◆ WHAT YOU WILL DO ◆
Locate and copy each line in the data that contains the word "Linus".

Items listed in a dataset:
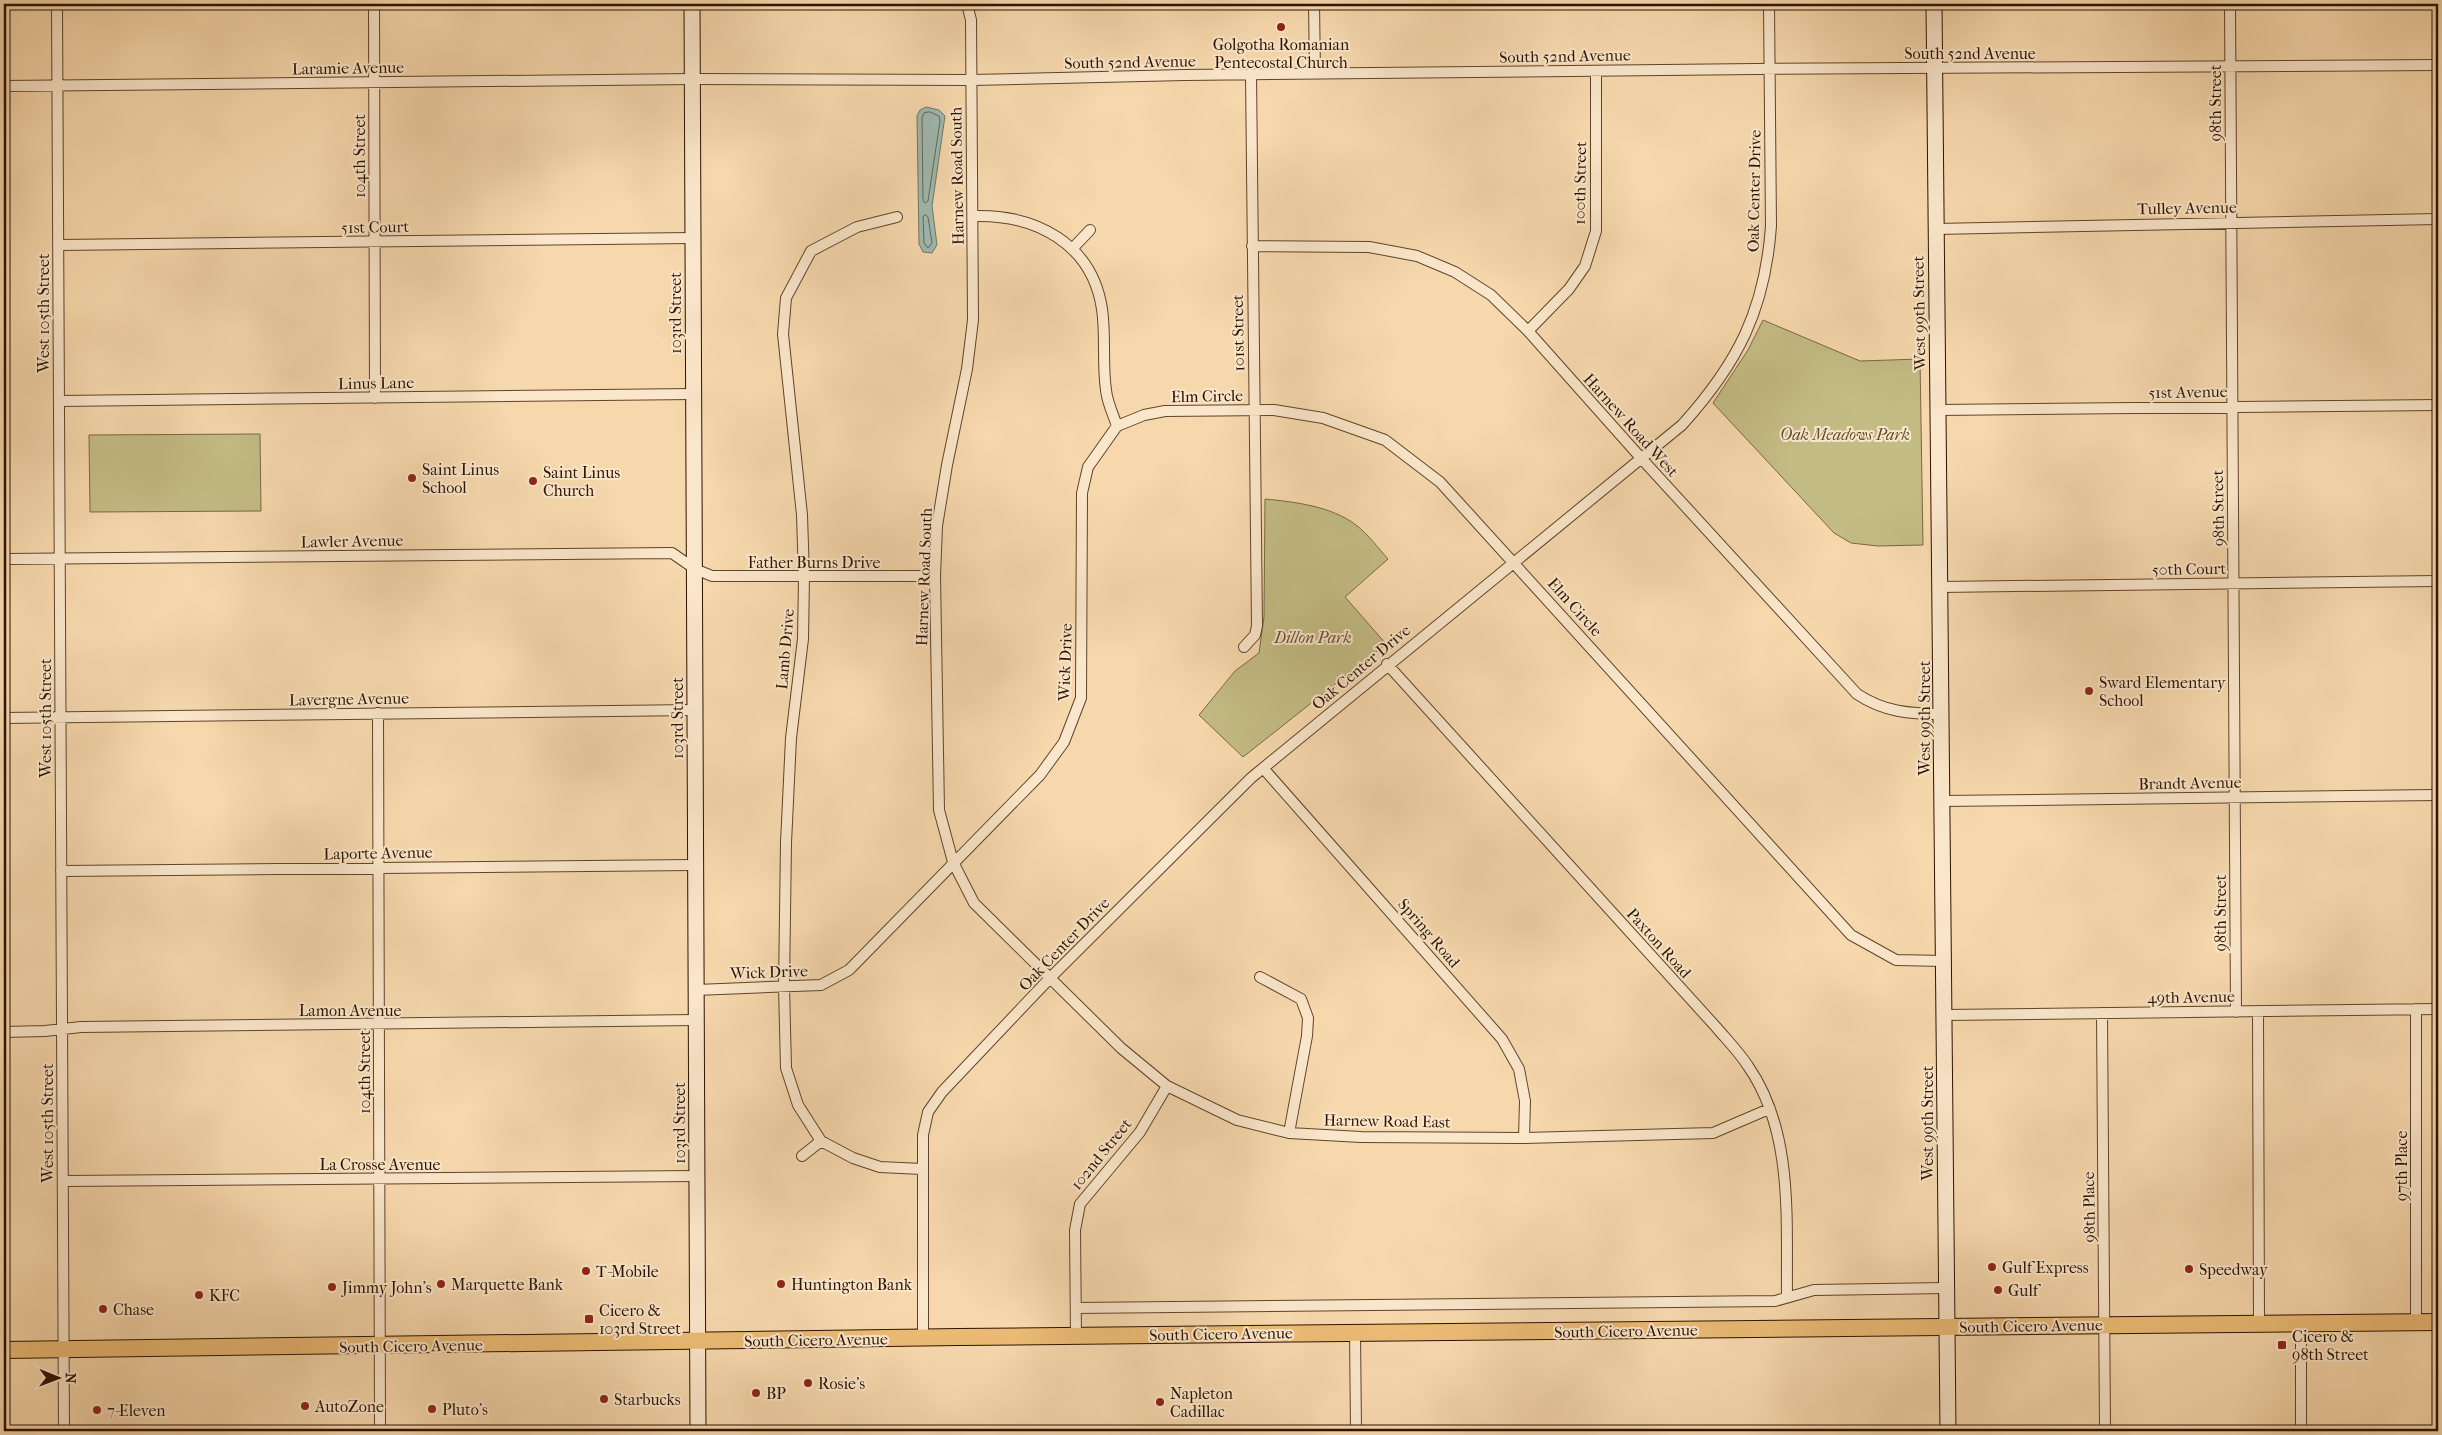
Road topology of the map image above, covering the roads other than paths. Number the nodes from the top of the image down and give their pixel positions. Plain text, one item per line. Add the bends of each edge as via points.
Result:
1 (57, 4) edge
2 (374, 4) edge
3 (692, 4) edge
4 (967, 4) edge
5 (1314, 4) edge
6 (1769, 4) edge
7 (1934, 4) edge
8 (2230, 4) edge
9 (2438, 65) edge
10 (2230, 67) junction
11 (1935, 68) junction
12 (1770, 69) junction
13 (1596, 71) junction
14 (1315, 74) junction
15 (1250, 75) junction
16 (693, 79) junction
17 (971, 80) junction
18 (374, 82) junction
19 (4, 86) edge
20 (57, 86) junction
21 (973, 216) junction
22 (897, 217) dead end
23 (2438, 219) edge
24 (2231, 222) junction
25 (1936, 229) junction
26 (1090, 230) dead end
27 (693, 238) junction
28 (374, 242) junction
29 (58, 245) junction
30 (1252, 246) junction
31 (1073, 248) junction
32 (1528, 331) junction
33 (693, 394) junction
34 (375, 398) junction
35 (59, 401) junction
36 (2438, 405) edge
37 (2232, 407) junction
38 (1254, 410) junction
39 (1938, 410) junction
40 (1117, 426) junction
41 (1640, 458) junction
42 (4, 559) edge
43 (60, 559) junction
44 (1514, 562) junction
45 (695, 570) junction
46 (936, 576) junction
47 (804, 578) junction
48 (2438, 581) edge
49 (2234, 584) junction
50 (1940, 588) junction
51 (1244, 647) dead end
52 (1388, 664) junction
53 (695, 710) junction
54 (378, 713) junction
55 (1942, 714) junction
56 (60, 716) junction
57 (4, 718) edge
58 (1264, 768) junction
59 (2438, 795) edge
60 (2234, 797) junction
61 (1941, 801) junction
62 (953, 862) junction
63 (695, 865) junction
64 (379, 868) junction
65 (61, 871) junction
66 (1944, 961) junction
67 (1260, 977) dead end
68 (1050, 978) junction
69 (784, 986) junction
70 (696, 990) junction
71 (2416, 1009) junction
72 (2438, 1009) edge
73 (2258, 1011) junction
74 (2236, 1012) junction
75 (2102, 1013) junction
76 (1944, 1015) junction
77 (696, 1020) junction
78 (378, 1025) junction
79 (62, 1029) junction
80 (4, 1032) edge
81 (1167, 1086) junction
82 (1769, 1109) junction
83 (1289, 1132) junction
84 (1524, 1138) junction
85 (821, 1141) junction
86 (802, 1156) dead end
87 (922, 1169) junction
88 (697, 1176) junction
89 (379, 1178) junction
90 (63, 1181) junction
91 (1946, 1288) junction
92 (1787, 1297) junction
93 (1076, 1308) junction
94 (2416, 1322) junction
95 (2438, 1322) edge
96 (2259, 1324) junction
97 (2301, 1324) junction
98 (2105, 1326) junction
99 (1946, 1327) junction
100 (1355, 1333) junction
101 (1076, 1336) junction
102 (923, 1338) junction
103 (697, 1341) junction
104 (380, 1346) junction
105 (64, 1349) junction
106 (4, 1350) edge
107 (64, 1431) edge
108 (380, 1431) edge
109 (698, 1431) edge
110 (1356, 1431) edge
111 (1948, 1431) edge
112 (2105, 1431) edge
113 (2301, 1431) edge

1 - 20 street, West 105th Street
2 - 18 street, 104th Street
3 - 16 main road, 103rd Street
4 - 17 street
5 - 14 street
6 - 12 street, Oak Center Drive
7 - 11 main road, West 99th Street
8 - 10 street, 98th Street
9 - 10 street, South 52nd Avenue
10 - 11 street, South 52nd Avenue
10 - 24 street, 98th Street
11 - 12 street, South 52nd Avenue
11 - 25 main road, West 99th Street
12 - 13 street, South 52nd Avenue
12 - 41 street, Oak Center Drive via 1771,226 1769,255 1756,309 1738,350 1711,393 1682,425
13 - 14 street, South 52nd Avenue
13 - 32 street, 100th Street via 1596,231 1586,266 1569,289
14 - 15 street, South 52nd Avenue
15 - 17 street, South 52nd Avenue
15 - 30 street, 101st Street
16 - 17 street, South 52nd Avenue
16 - 18 street, Laramie Avenue
16 - 27 main road, 103rd Street
17 - 21 street, Harnew Road South
18 - 20 street, Laramie Avenue
18 - 28 street, 104th Street
19 - 20 street, Laramie Avenue
20 - 29 street, West 105th Street
21 - 31 street via 1020,220 1044,229
21 - 46 street, Harnew Road South via 973,320 967,369 938,517
22 - 47 street, Lamb Drive via 857,227 811,250 786,298 783,334 802,515
23 - 24 street, Tulley Avenue
24 - 25 street, Tulley Avenue
24 - 37 street, 98th Street
25 - 39 main road, West 99th Street
26 - 31 street
27 - 28 street, 51st Court
27 - 33 main road, 103rd Street
28 - 29 street, 51st Court
28 - 34 street, 104th Street
29 - 35 street, West 105th Street
30 - 32 street, Harnew Road West via 1369,247 1416,256 1455,272 1491,294
30 - 38 street, 101st Street
31 - 40 street via 1099,297 1106,392
32 - 41 street, Harnew Road West
33 - 34 street, Linus Lane
33 - 45 main road, 103rd Street
34 - 35 street, Linus Lane
35 - 43 street, West 105th Street
36 - 37 street, 51st Avenue
37 - 39 street, 51st Avenue
37 - 49 street, 98th Street
38 - 40 street, Elm Circle via 1164,411
38 - 44 street, Elm Circle via 1323,418 1385,440 1440,482
38 - 51 street, 101st Street via 1257,626 1255,635
39 - 50 main road, West 99th Street
40 - 62 street, Wick Drive via 1088,467 1082,493 1082,680 1081,698 1071,729 1040,775
41 - 44 street, Oak Center Drive
41 - 55 street, Harnew Road West via 1857,694 1890,711
42 - 43 street, Lawler Avenue
43 - 45 street, Lawler Avenue via 672,553
43 - 56 street, West 105th Street
44 - 52 street, Oak Center Drive
44 - 66 street, Elm Circle via 1851,935 1896,960
45 - 47 street, Father Burns Drive via 712,576
45 - 53 main road, 103rd Street
46 - 47 street, Father Burns Drive
46 - 62 street, Harnew Road South via 939,810
47 - 69 street, Lamb Drive via 803,639 791,738
48 - 49 street, 50th Court
49 - 50 street, 50th Court
49 - 60 street, 98th Street
50 - 55 main road, West 99th Street
52 - 58 street, Oak Center Drive
52 - 82 street, Paxton Road via 1716,1027 1748,1066
53 - 54 street, Lavergne Avenue
53 - 63 main road, 103rd Street
54 - 56 street, Lavergne Avenue
54 - 64 street, 104th Street
55 - 61 main road, West 99th Street
56 - 57 street, Lavergne Avenue
56 - 65 street, West 105th Street
58 - 68 street, Oak Center Drive via 1205,822
58 - 84 street, Spring Road via 1502,1039 1519,1069 1525,1101
59 - 60 street, Brandt Avenue
60 - 61 street, Brandt Avenue
60 - 74 street, 98th Street
61 - 66 main road, West 99th Street
62 - 68 street, Harnew Road South via 974,903
62 - 69 street, Wick Drive via 849,970 821,985
63 - 64 street, Laporte Avenue
63 - 70 main road, 103rd Street
64 - 65 street, Laporte Avenue
64 - 78 street, 104th Street
65 - 79 street, West 105th Street
66 - 76 main road, West 99th Street
67 - 83 street via 1301,999 1308,1018
68 - 81 street, Harnew Road East via 1121,1048
68 - 87 street, Oak Center Drive via 942,1092 928,1112 923,1135
69 - 70 street, Wick Drive
69 - 85 street, Lamb Drive via 786,1068 798,1105
70 - 77 main road, 103rd Street
71 - 72 street, 49th Avenue
71 - 73 street, 49th Avenue
71 - 94 street, 97th Place
73 - 74 street, 49th Avenue
73 - 96 street
74 - 75 street, 49th Avenue
75 - 76 street, 49th Avenue
75 - 98 street, 98th Place
76 - 91 main road, West 99th Street
77 - 78 street, Lamon Avenue
77 - 88 main road, 103rd Street
78 - 79 street, Lamon Avenue via 81,1026
78 - 89 street, 104th Street
79 - 80 street, Lamon Avenue
79 - 90 street, West 105th Street
81 - 83 street, Harnew Road East via 1238,1120
81 - 93 street, 102nd Street via 1140,1132 1080,1204 1075,1230
82 - 84 street, Harnew Road East via 1713,1133
82 - 92 street, Paxton Road via 1782,1157 1786,1196
83 - 84 street, Harnew Road East via 1361,1137
85 - 86 street
85 - 87 street, Lamb Drive via 853,1158 880,1167
87 - 102 street, Oak Center Drive
88 - 89 street, La Crosse Avenue
88 - 103 main road, 103rd Street
89 - 90 street, La Crosse Avenue
89 - 104 street, 104th Street
90 - 105 street, West 105th Street
91 - 92 street, South Cicero Avenue via 1814,1290
91 - 99 main road, West 99th Street
92 - 93 street, South Cicero Avenue via 1775,1301
93 - 101 street, 102nd Street
94 - 95 main road, South Cicero Avenue
94 - 97 main road, South Cicero Avenue
96 - 97 main road, South Cicero Avenue
96 - 98 main road, South Cicero Avenue
97 - 113 street
98 - 99 main road, South Cicero Avenue
98 - 112 street, 98th Place
99 - 100 main road, South Cicero Avenue
99 - 111 main road, West 99th Street
100 - 101 main road, South Cicero Avenue
100 - 110 street
101 - 102 main road, South Cicero Avenue
102 - 103 main road, South Cicero Avenue
103 - 104 main road, South Cicero Avenue
103 - 109 main road, 103rd Street
104 - 105 main road, South Cicero Avenue
104 - 108 street, 104th Street
105 - 106 main road, South Cicero Avenue
105 - 107 street, West 105th Street

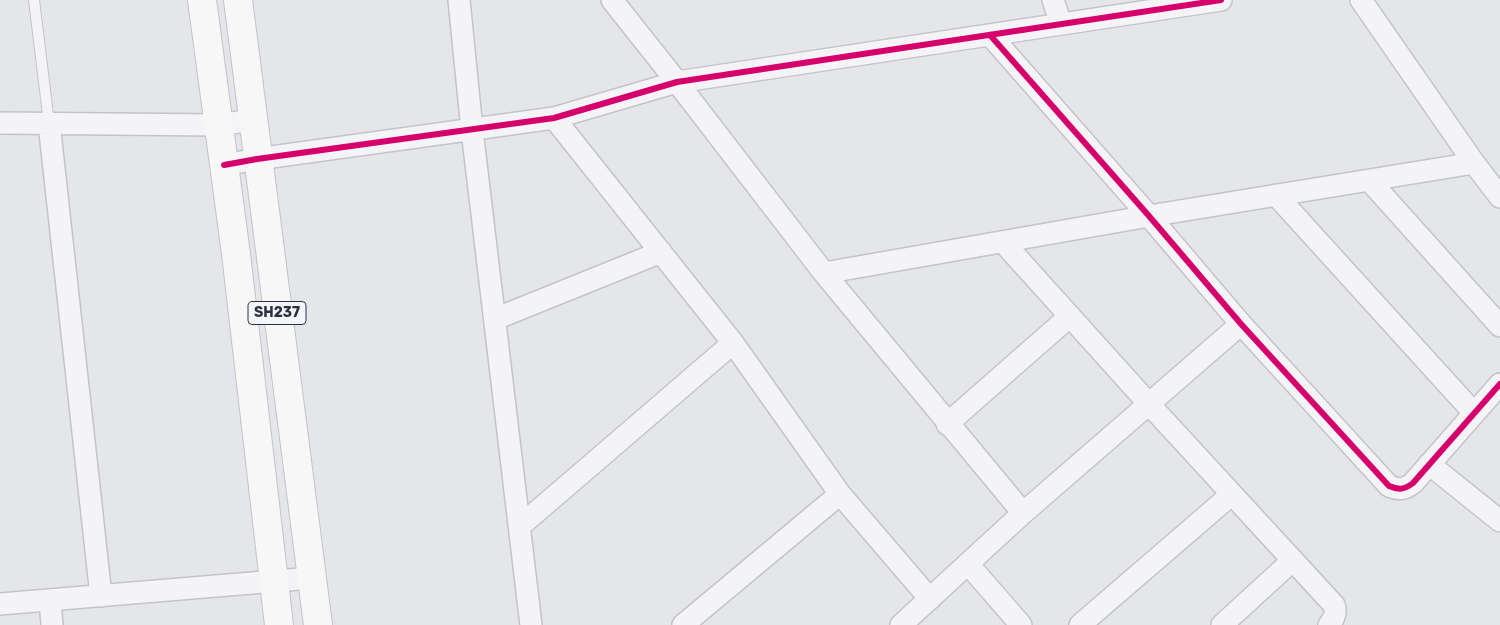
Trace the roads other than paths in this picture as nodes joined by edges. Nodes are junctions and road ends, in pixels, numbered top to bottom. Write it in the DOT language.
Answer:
graph roads {
  1 [pos="34,0"];
  2 [pos="202,0"];
  3 [pos="238,0"];
  4 [pos="459,0"];
  5 [pos="612,0"];
  6 [pos="1053,0"];
  7 [pos="1221,0"];
  8 [pos="1362,0"];
  9 [pos="1061,24"];
  10 [pos="990,35"];
  11 [pos="677,82"];
  12 [pos="554,118"];
  13 [pos="252,120"];
  14 [pos="0,123"];
  15 [pos="48,123"];
  16 [pos="219,125"];
  17 [pos="472,130"];
  18 [pos="257,158"];
  19 [pos="1474,163"];
  20 [pos="224,165"];
  21 [pos="1369,180"];
  22 [pos="1276,196"];
  23 [pos="1500,197"];
  24 [pos="1149,216"];
  25 [pos="1003,242"];
  26 [pos="661,252"];
  27 [pos="824,273"];
  28 [pos="1070,316"];
  29 [pos="494,319"];
  30 [pos="1241,324"];
  31 [pos="1500,326"];
  32 [pos="733,343"];
  33 [pos="1500,384"];
  34 [pos="1149,404"];
  35 [pos="1474,414"];
  36 [pos="948,424"];
  37 [pos="1430,464"];
  38 [pos="840,494"];
  39 [pos="1232,494"];
  40 [pos="1023,513"];
  41 [pos="1500,521"];
  42 [pos="520,526"];
  43 [pos="1293,560"];
  44 [pos="968,564"];
  45 [pos="312,578"];
  46 [pos="274,582"];
  47 [pos="101,596"];
  48 [pos="930,599"];
  49 [pos="50,600"];
  50 [pos="0,604"];
  51 [pos="52,625"];
  52 [pos="279,625"];
  53 [pos="318,625"];
  54 [pos="531,625"];
  55 [pos="683,625"];
  56 [pos="901,625"];
  57 [pos="1020,625"];
  58 [pos="1080,625"];
  59 [pos="1222,625"];
  60 [pos="1329,625"];
  1 -- 15 [label="lane"];
  2 -- 16 [label="main road, SH237"];
  3 -- 13 [label="main road, SH237"];
  4 -- 17 [label="street"];
  5 -- 11 [label="street"];
  6 -- 9 [label="street"];
  7 -- 9 [label="street"];
  8 -- 19 [label="street"];
  9 -- 10 [label="street"];
  10 -- 11 [label="street"];
  10 -- 24 [label="street"];
  11 -- 12 [label="street"];
  11 -- 27 [label="street"];
  12 -- 17 [label="street"];
  12 -- 26 [label="street"];
  13 -- 16 [label="street"];
  13 -- 18 [label="main road, SH237"];
  14 -- 15 [label="street"];
  15 -- 16 [label="street"];
  15 -- 47 [label="street"];
  16 -- 20 [label="main road, SH237"];
  17 -- 18 [label="street"];
  17 -- 29 [label="street"];
  18 -- 20 [label="street"];
  18 -- 45 [label="main road, SH237"];
  19 -- 21 [label="street"];
  19 -- 23 [label="street"];
  20 -- 46 [label="main road, SH237"];
  21 -- 22 [label="street"];
  21 -- 31 [label="street"];
  22 -- 24 [label="street"];
  22 -- 35 [label="street"];
  24 -- 25 [label="street"];
  24 -- 30 [label="street"];
  25 -- 27 [label="street"];
  25 -- 28 [label="street"];
  26 -- 29 [label="street"];
  26 -- 32 [label="street"];
  27 -- 36 [label="street"];
  28 -- 34 [label="street"];
  28 -- 36 [label="street"];
  29 -- 42 [label="street"];
  30 -- 34 [label="street"];
  30 -- 37 [label="street"];
  32 -- 38 [label="street"];
  32 -- 42 [label="street"];
  33 -- 35 [label="street"];
  34 -- 39 [label="street"];
  34 -- 40 [label="street"];
  35 -- 37 [label="street"];
  36 -- 40 [label="street"];
  37 -- 41 [label="street"];
  38 -- 48 [label="street"];
  38 -- 55 [label="street"];
  39 -- 43 [label="street"];
  39 -- 58 [label="street"];
  40 -- 44 [label="street"];
  42 -- 54 [label="street"];
  43 -- 59 [label="street"];
  43 -- 60 [label="street"];
  44 -- 48 [label="street"];
  44 -- 57 [label="street"];
  45 -- 46 [label="street"];
  45 -- 53 [label="main road, SH237"];
  46 -- 47 [label="street"];
  46 -- 52 [label="main road, SH237"];
  47 -- 49 [label="street"];
  48 -- 56 [label="street"];
  49 -- 50 [label="street"];
  49 -- 51 [label="street"];
}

◆ SOLUTION TO THIS PROBLEM ◆
33 - 34 street, Linus Lane
34 - 35 street, Linus Lane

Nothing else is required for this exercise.